Economía para llevar
Jan 08, 2020| Economía para llevar
La entrega de comidas es todo menos un negocio sabroso
Incluso aquellos que se resisten a cenar en una caja empapada, temen ser atropellados por ciclistas que llevan curry o piensan que la muerte de la cocina casera es una abominación cultural deberían admirar a Jitse Groen. El holandés de 41- años, que inventó el negocio de entrega de comida a domicilio en línea al fundar Takeaway.com en su dormitorio de la universidad en 2000, no es el multimillonario tecnológico habitual. Mantiene un perfil bajo, ve el capital de riesgo con disgusto, gana un salario de seis cifras relativamente modesto y, a veces, se sube a las bicicletas de reparto de la empresa para ayudar. Su principal extravagancia es un elegante traje italiano. Entonces, ¿por qué propuso, el 29 de julio, desembolsar 8.200 millones de libras (10.100 millones de dólares) en acciones de Just Eat, una empresa de comidas a domicilio grande pero en dificultades con sede en Gran Bretaña?

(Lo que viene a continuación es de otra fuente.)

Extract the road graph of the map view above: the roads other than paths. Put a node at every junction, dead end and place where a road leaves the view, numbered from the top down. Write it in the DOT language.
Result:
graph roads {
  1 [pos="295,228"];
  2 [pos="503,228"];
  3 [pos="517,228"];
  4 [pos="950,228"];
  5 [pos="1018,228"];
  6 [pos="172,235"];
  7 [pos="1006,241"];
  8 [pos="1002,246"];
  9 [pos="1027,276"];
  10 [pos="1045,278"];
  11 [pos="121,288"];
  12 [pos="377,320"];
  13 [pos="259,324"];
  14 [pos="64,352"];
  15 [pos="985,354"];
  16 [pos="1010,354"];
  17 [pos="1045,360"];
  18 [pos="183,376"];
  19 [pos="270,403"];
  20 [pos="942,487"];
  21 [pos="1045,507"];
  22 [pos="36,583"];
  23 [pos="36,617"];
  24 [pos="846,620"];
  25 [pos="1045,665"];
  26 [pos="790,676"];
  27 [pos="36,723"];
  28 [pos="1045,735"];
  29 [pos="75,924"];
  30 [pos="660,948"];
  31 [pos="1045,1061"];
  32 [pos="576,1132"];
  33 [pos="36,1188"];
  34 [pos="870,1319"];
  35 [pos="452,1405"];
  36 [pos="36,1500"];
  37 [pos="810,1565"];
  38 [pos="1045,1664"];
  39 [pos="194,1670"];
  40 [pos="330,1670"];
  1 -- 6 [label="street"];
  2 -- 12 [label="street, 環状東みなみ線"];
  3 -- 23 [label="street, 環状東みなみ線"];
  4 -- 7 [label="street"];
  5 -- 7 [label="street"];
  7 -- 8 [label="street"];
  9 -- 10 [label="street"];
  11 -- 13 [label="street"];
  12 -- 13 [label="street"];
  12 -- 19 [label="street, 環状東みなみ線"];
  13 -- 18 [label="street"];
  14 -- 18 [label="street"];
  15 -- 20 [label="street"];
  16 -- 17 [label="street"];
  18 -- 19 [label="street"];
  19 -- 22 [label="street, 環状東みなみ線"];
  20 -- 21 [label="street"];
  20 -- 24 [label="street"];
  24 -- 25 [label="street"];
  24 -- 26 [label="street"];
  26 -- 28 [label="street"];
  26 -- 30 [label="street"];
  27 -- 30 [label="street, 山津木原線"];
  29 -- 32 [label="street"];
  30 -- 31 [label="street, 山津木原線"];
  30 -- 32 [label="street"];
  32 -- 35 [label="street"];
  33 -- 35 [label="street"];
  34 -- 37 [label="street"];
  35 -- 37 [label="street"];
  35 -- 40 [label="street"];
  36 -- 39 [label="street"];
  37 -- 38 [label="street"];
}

La respuesta dice mucho sobre la economía vudú de la industria de entrega de alimentos. Es un negocio muy competitivo que atrae a las mayores bolsas de dinero del mundo, como Amazon, Alibaba y SoftBank. Equilibrar las necesidades de los comensales, los cocineros y los mensajeros es endiabladamente complicado. La mayoría de las nuevas empresas pierden grandes cantidades de dinero. Sin embargo, en los últimos cinco años han recibido más de 30.000 millones de dólares de hechizados capitalistas de riesgo. Y es probable que obtengan más.